A federal Occupational Safety and Health Administration investigation is underway, and production at Cocoa Services has been halted pending discussions with federal, state, and local officials. The city's own investigation found that Lyons & Sons was operating under an expired business license and that Cocoa Services had never informed officials of its melting operation. John Lyons is listed as the president of both businesses. "They were zoned for cocoa-bean storage in 1996," Camden's code-enforcement director, Iraida Afanador, told The Philadelphia Daily News. "My concern is that they are obviously operating a plant."
Teresa Smith says her family has retained an attorney. "We don't want another family to go through what we've had to go through," she says. "We understand that people need work, but we don't want his death to be swept under the carpet."
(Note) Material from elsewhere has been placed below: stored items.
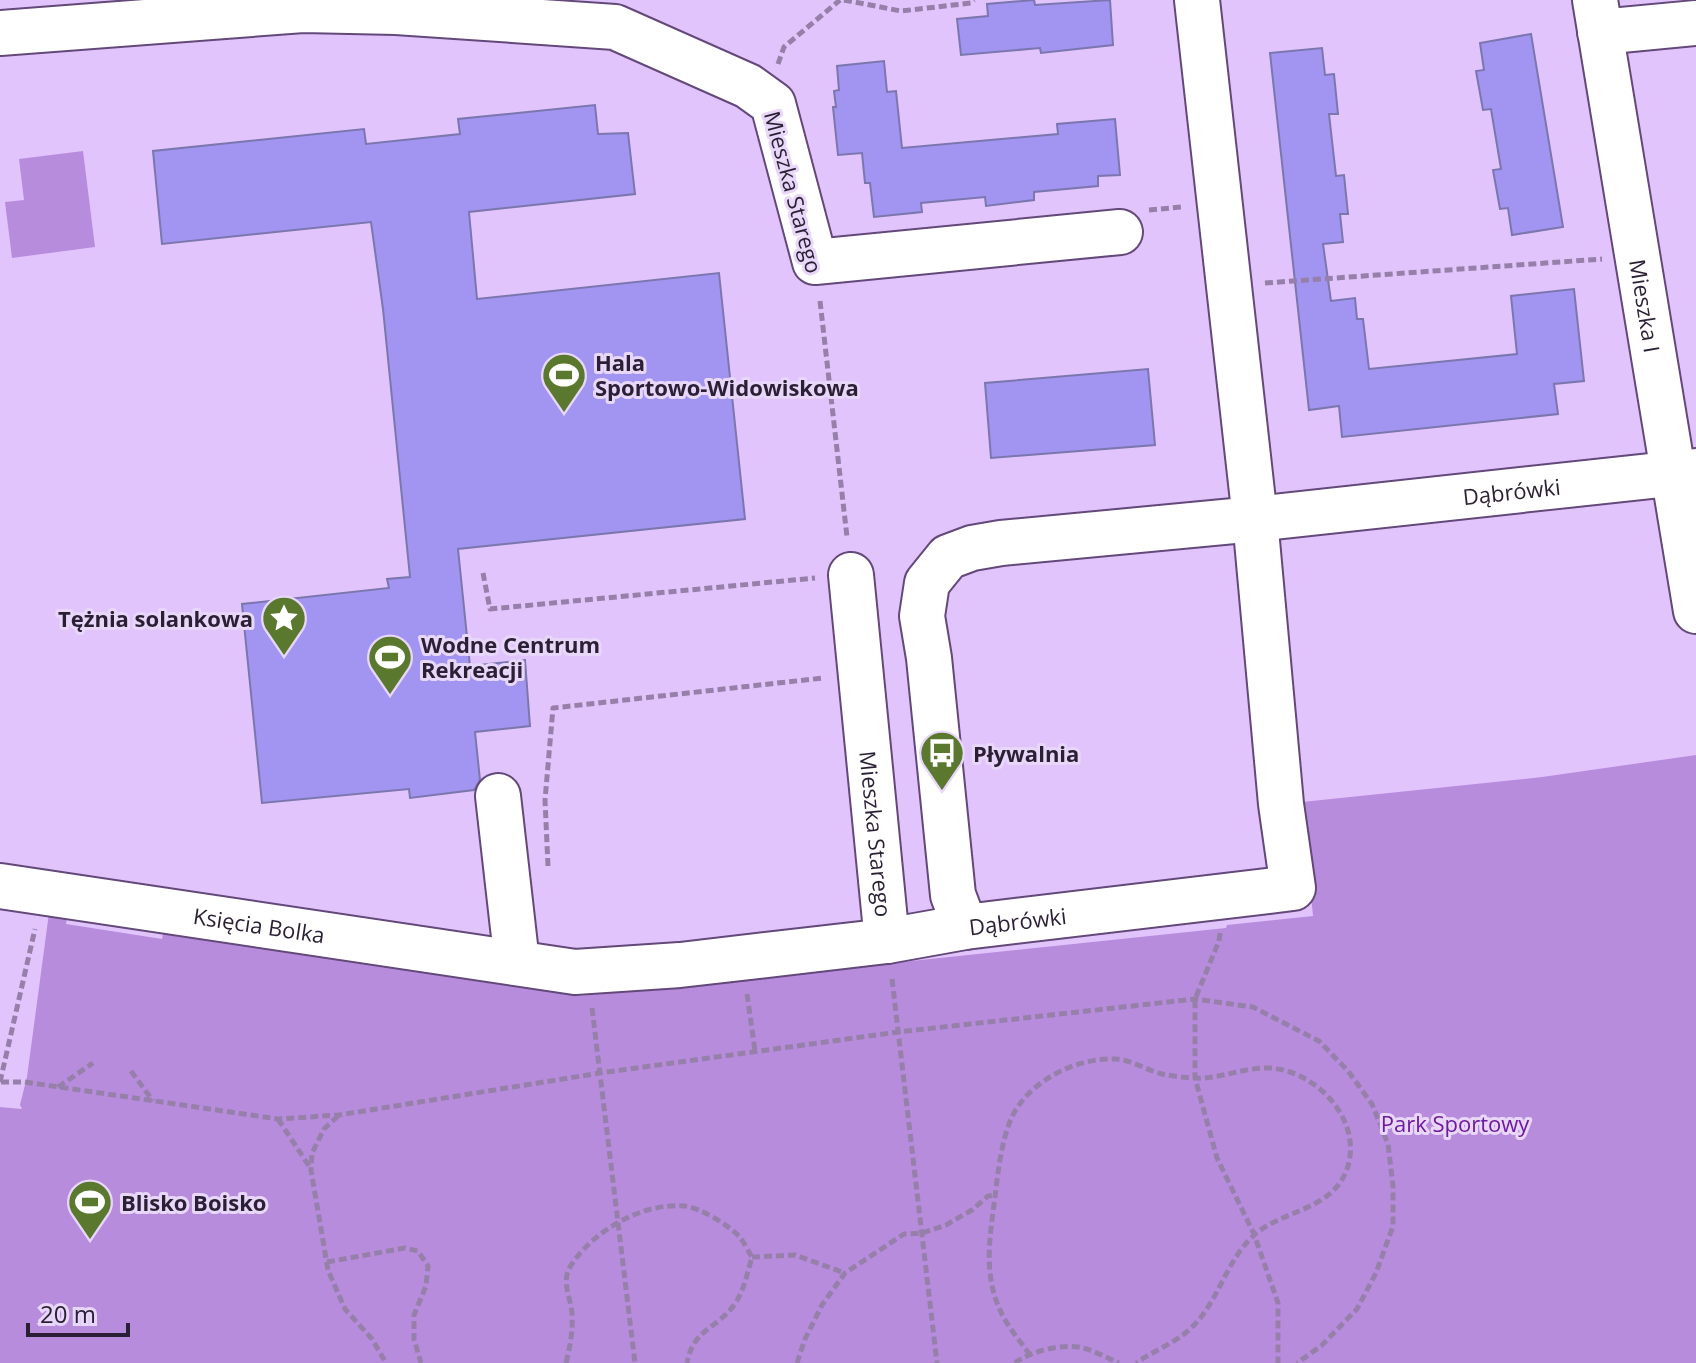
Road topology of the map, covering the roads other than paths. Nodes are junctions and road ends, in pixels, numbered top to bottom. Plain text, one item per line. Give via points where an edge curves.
1 (1197, 0) edge
2 (303, 5) edge
3 (487, 10) edge
4 (615, 13) edge
5 (1598, 16) edge
6 (1696, 23) edge
7 (0, 33) edge
8 (1112, 232) road end
9 (1684, 472) edge
10 (1255, 519) junction
11 (851, 575) road end
12 (1696, 611) edge
13 (498, 796) dead end
14 (0, 886) edge
15 (965, 927) junction
16 (887, 941) junction
17 (517, 963) junction

1 - 10 street
2 - 3 street, Mieszka Starego via 385,12
2 - 7 street, Mieszka Starego
3 - 4 street, Mieszka Starego
4 - 8 street, Mieszka Starego via 773,104 815,262
5 - 6 street
5 - 9 street, Mieszka I via 1639,255
9 - 10 street, Dąbrówki
9 - 12 street, Mieszka I
10 - 15 street, Dąbrówki via 972,548 948,557 927,583 922,616 947,843 953,895
10 - 15 street, Dąbrówki via 1293,888
11 - 16 street, Mieszka Starego
13 - 17 street
14 - 17 street, Księcia Bolka
15 - 16 street, Mieszka Starego
16 - 17 street, Księcia Bolka via 587,971

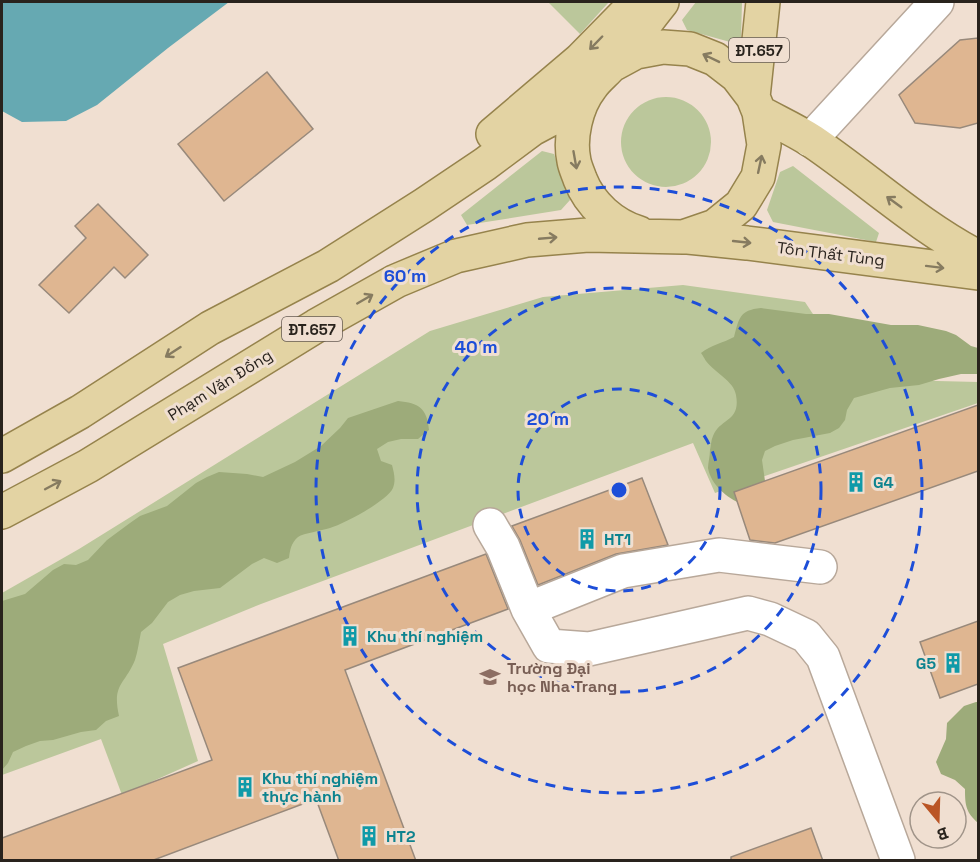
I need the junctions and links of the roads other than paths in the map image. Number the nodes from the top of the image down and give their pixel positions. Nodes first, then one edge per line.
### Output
1 (637, 2) edge
2 (662, 2) edge
3 (764, 2) edge
4 (937, 2) edge
5 (612, 65) junction
6 (581, 103) junction
7 (756, 105) junction
8 (810, 140) junction
9 (668, 237) junction
10 (978, 256) edge
11 (978, 273) edge
12 (210, 328) junction
13 (2, 456) edge
14 (2, 513) edge
15 (490, 525) dead end
16 (820, 567) dead end
17 (528, 609) junction
18 (898, 861) edge

1 -> 12 main road
2 - 5 main road, Phạm Văn Đồng / ĐT.657
3 - 7 main road, Phạm Văn Đồng / ĐT.657
4 - 8 street
5 - 6 main road, Phạm Văn Đồng / ĐT.657
7 -> 5 main road, Phạm Văn Đồng / ĐT.657
6 -> 9 main road, Phạm Văn Đồng / ĐT.657
6 - 12 main road, Phạm Văn Đồng / ĐT.657
7 - 8 main road
9 -> 7 main road, Phạm Văn Đồng / ĐT.657
10 -> 8 main road
9 -> 11 main road, Tôn Thất Tùng
14 -> 9 main road, Phạm Văn Đồng / ĐT.657
12 -> 13 main road, Phạm Văn Đồng / ĐT.657
15 - 17 street
16 - 17 street
17 - 18 street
On the day of the accident, she and other relatives stood outside the gates of the warehouse for hours, barred from entry and confused about which company they should even be talking to. The dead worker's father, Vincent Smith Sr., rambled to television cameras as he tried to absorb the sudden and incomprehensible change in his life. How could his son have been killed this way? "He went to a staffing service and, you know, got the job here and, um, he died," he said.
The Camden warehouse is only two hours east of Hershey, Pennsylvania, but a world away from "the sweetest place on Earth," an image cultivated by the company's paternalistic founder. Milton Hershey built a town with street names like Cocoa and Chocolate and touted his good deeds, including the creation of a fully subsidized school for orphans. The folklore -- along with an amusement park and factory tours -- is now part of the brand. A town brochure greets visitors: "Welcome to Hershey, Pennsylvania, home of the world's largest chocolate factory. This is where HERSHEY makes its famous chocolate." But in fact, little chocolate is made here anymore.
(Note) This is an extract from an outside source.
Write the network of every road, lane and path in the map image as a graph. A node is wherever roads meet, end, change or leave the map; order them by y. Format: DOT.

Dennis Bomberger is business manager of Local 464, the Chocolate Workers Union at the original Hershey plant. He notes that, in a back building, about 60 workers at a time would be sorting, roasting, hulling, and grinding cocoa beans, in the process turning them into the rich chocolate "liquor" that would later be combined with sugar and milk for Hershey's Kisses, bars, and other familiar sweets.
"It's empty now," he says of the building. "Well, not completely. They still keep a couple of folks on back there, just to receive the tankers."
Many in the town that Hershey built trace the unwanted change back to the hiring of a new CEO in 2001, when Richard Lenny, a former Kraft Foods executive, became the first outsider to run the insular company. From the beginning, he made clear his intentions to outsource work. Friction with the union spilled over into a 44-day strike in 2002. The union declared victory in that fight, which revolved around wages and health benefits, but it was the beginning of a steady decline in its membership and influence.
Lenny relentlessly outsourced pieces of production, starting with the creation of the chocolate liquor. His plans culminated with the Global Supply Chain Transformation program announced in 2006, which got rid of almost all remaining production.
From the beginning, Lenny had to address the risks of outsourcing all chocolate production to the company's image, but he insisted the savings in labor costs justified the gamble. So far, he has proved his critics wrong. The past fiscal year -- the final year of the outsourcing plan -- saw an increase in sales and earnings.
During a July 23 conference call to discuss second-quarter results, market analysts congratulated the CEO on the better-than-expected profits and on his progress in outsourcing. Although it had happened just two weeks earlier, the death of Vincent Smith was not mentioned in the call.